The original post: /r/homelab by /u/NathanDTWally on 2025-02-09 01:48:13.

So I just spent the majority of my afternoon following this subnet video series:

https://www.youtube.com/playlist?list=PLIhvC56v63IKrRHh3gvZZBAGvsvOhwrRF

Very great, very informative, but I didn’t learn the one thing I was looking to learn originally.

At my house we use the very standard /24 subnet, I’m looking to start experimenting with home networks and want to make my own subnet for this as to not disturb the rest of the house.

Now obviously I don’t want to steal half of my houses IP address’ for this.

So my desire is to make a /23 subnet so that I can:

Assign 192.168.x.xxx to my homes normal network.

&

Assign 192.168.y.xxx to my personal/testing network.

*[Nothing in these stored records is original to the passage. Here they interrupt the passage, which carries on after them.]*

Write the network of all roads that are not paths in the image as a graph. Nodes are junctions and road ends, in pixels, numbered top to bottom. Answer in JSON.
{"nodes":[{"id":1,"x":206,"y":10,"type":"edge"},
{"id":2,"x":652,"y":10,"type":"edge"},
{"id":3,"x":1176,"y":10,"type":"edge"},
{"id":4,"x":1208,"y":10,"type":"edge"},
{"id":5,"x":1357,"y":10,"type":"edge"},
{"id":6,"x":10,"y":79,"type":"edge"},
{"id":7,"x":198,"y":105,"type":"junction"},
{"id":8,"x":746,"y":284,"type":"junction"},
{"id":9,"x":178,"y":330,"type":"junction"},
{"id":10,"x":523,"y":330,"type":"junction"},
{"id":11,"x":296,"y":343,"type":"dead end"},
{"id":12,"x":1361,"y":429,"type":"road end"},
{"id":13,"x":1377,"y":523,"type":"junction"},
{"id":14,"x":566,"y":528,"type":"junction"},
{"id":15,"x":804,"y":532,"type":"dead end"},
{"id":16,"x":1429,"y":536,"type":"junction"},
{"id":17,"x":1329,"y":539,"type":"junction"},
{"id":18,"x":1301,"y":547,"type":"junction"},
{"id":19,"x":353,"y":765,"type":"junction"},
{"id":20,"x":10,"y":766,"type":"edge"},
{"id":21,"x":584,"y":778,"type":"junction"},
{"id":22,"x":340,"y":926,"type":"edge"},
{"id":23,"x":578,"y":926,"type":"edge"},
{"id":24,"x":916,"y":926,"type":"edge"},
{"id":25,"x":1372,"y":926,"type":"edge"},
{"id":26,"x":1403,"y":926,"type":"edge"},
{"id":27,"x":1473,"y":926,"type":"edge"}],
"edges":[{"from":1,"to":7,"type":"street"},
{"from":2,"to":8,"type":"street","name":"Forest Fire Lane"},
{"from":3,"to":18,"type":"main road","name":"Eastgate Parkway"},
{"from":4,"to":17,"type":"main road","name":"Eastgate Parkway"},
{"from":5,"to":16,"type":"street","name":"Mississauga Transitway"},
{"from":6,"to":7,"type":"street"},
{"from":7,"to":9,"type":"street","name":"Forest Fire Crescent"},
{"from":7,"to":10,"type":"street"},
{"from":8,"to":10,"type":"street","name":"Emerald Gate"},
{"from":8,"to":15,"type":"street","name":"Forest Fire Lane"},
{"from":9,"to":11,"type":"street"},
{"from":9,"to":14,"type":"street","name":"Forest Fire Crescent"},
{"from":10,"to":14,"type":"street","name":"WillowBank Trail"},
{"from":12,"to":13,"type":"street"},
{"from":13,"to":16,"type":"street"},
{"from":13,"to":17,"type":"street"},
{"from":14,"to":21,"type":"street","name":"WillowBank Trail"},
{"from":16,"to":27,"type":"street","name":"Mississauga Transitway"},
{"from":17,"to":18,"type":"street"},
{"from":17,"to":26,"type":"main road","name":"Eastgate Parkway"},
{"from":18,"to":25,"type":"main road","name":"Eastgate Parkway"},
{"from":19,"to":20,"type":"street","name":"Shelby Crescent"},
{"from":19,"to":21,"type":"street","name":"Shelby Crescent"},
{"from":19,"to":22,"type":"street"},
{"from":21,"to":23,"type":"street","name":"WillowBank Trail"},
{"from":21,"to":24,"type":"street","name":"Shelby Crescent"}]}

But even after watching that full series I don’t really understand how I get the third octet in my IP.

So even disregarding the facts of subnetting for the moment:

If my current IP is: 192.168.10.0

Where is that “10” coming from? Is this my ISP or just my routers choice? Am I free to set this to whatever my heart desires from 1-254? Or can I set it from 0-255 since technically the .0 & .255 for network address & broadcast address only worry about the last octet?

Assuming its a hearts desire thing, what would be stopping someone from giving themselves a /16 subnet for their home network with 65536 addresses?

Also as a post post question: If I wanted a 10.0.x.1-254 & 10.0.y.1-254 subnet, can i just set my router to the 10.0.0.0 IP scheme?